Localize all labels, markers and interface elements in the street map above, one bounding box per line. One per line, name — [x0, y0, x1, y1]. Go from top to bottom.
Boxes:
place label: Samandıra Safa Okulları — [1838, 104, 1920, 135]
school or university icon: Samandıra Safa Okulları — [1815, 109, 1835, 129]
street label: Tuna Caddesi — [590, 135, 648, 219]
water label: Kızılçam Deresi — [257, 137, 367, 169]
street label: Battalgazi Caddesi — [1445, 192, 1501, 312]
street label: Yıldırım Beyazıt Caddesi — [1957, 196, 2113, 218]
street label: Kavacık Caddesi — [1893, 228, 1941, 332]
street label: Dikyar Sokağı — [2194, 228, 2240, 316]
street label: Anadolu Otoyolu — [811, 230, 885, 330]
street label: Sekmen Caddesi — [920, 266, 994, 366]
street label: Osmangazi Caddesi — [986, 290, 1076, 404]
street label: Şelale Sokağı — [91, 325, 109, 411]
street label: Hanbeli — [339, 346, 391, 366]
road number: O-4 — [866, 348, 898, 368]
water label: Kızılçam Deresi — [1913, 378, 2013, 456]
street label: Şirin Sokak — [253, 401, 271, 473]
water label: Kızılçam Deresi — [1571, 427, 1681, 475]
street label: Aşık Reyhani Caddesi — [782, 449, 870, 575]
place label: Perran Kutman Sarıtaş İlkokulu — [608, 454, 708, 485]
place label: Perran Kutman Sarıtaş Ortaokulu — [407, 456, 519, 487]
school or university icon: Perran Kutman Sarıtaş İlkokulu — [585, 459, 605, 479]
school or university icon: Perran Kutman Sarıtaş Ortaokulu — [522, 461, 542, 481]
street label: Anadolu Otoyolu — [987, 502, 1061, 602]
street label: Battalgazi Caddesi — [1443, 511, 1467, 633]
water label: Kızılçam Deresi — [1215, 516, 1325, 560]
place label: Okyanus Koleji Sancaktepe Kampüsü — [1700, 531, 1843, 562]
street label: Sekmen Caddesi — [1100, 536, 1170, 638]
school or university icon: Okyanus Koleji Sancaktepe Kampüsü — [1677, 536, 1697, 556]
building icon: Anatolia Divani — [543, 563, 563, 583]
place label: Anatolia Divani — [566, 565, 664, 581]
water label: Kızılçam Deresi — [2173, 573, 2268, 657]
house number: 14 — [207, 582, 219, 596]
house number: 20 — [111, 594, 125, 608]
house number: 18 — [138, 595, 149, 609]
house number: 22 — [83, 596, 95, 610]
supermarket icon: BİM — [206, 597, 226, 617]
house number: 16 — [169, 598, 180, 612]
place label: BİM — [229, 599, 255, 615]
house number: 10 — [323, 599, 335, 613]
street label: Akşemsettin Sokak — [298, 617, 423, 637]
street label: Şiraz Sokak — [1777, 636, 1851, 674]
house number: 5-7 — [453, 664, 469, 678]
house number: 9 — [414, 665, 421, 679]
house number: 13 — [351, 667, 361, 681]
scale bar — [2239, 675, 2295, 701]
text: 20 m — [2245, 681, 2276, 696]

• **Work item**:
Word for word, give the entire listing again.

• **Answer box**:
Localize all labels, markers and interface elements in the street map above, one bounding box per line. One per line, name — [x0, y0, x1, y1]. Go from top to bottom.
Boxes:
place label: Samandıra Safa Okulları — [1838, 104, 1920, 135]
school or university icon: Samandıra Safa Okulları — [1815, 109, 1835, 129]
street label: Tuna Caddesi — [590, 135, 648, 219]
water label: Kızılçam Deresi — [257, 137, 367, 169]
street label: Battalgazi Caddesi — [1445, 192, 1501, 312]
street label: Yıldırım Beyazıt Caddesi — [1957, 196, 2113, 218]
street label: Kavacık Caddesi — [1893, 228, 1941, 332]
street label: Dikyar Sokağı — [2194, 228, 2240, 316]
street label: Anadolu Otoyolu — [811, 230, 885, 330]
street label: Sekmen Caddesi — [920, 266, 994, 366]
street label: Osmangazi Caddesi — [986, 290, 1076, 404]
street label: Şelale Sokağı — [91, 325, 109, 411]
street label: Hanbeli — [339, 346, 391, 366]
road number: O-4 — [866, 348, 898, 368]
water label: Kızılçam Deresi — [1913, 378, 2013, 456]
street label: Şirin Sokak — [253, 401, 271, 473]
water label: Kızılçam Deresi — [1571, 427, 1681, 475]
street label: Aşık Reyhani Caddesi — [782, 449, 870, 575]
place label: Perran Kutman Sarıtaş İlkokulu — [608, 454, 708, 485]
place label: Perran Kutman Sarıtaş Ortaokulu — [407, 456, 519, 487]
school or university icon: Perran Kutman Sarıtaş İlkokulu — [585, 459, 605, 479]
school or university icon: Perran Kutman Sarıtaş Ortaokulu — [522, 461, 542, 481]
street label: Anadolu Otoyolu — [987, 502, 1061, 602]
street label: Battalgazi Caddesi — [1443, 511, 1467, 633]
water label: Kızılçam Deresi — [1215, 516, 1325, 560]
place label: Okyanus Koleji Sancaktepe Kampüsü — [1700, 531, 1843, 562]
street label: Sekmen Caddesi — [1100, 536, 1170, 638]
school or university icon: Okyanus Koleji Sancaktepe Kampüsü — [1677, 536, 1697, 556]
building icon: Anatolia Divani — [543, 563, 563, 583]
place label: Anatolia Divani — [566, 565, 664, 581]
water label: Kızılçam Deresi — [2173, 573, 2268, 657]
house number: 14 — [207, 582, 219, 596]
house number: 20 — [111, 594, 125, 608]
house number: 18 — [138, 595, 149, 609]
house number: 22 — [83, 596, 95, 610]
supermarket icon: BİM — [206, 597, 226, 617]
house number: 16 — [169, 598, 180, 612]
place label: BİM — [229, 599, 255, 615]
house number: 10 — [323, 599, 335, 613]
street label: Akşemsettin Sokak — [298, 617, 423, 637]
street label: Şiraz Sokak — [1777, 636, 1851, 674]
house number: 5-7 — [453, 664, 469, 678]
house number: 9 — [414, 665, 421, 679]
house number: 13 — [351, 667, 361, 681]
scale bar — [2239, 675, 2295, 701]
text: 20 m — [2245, 681, 2276, 696]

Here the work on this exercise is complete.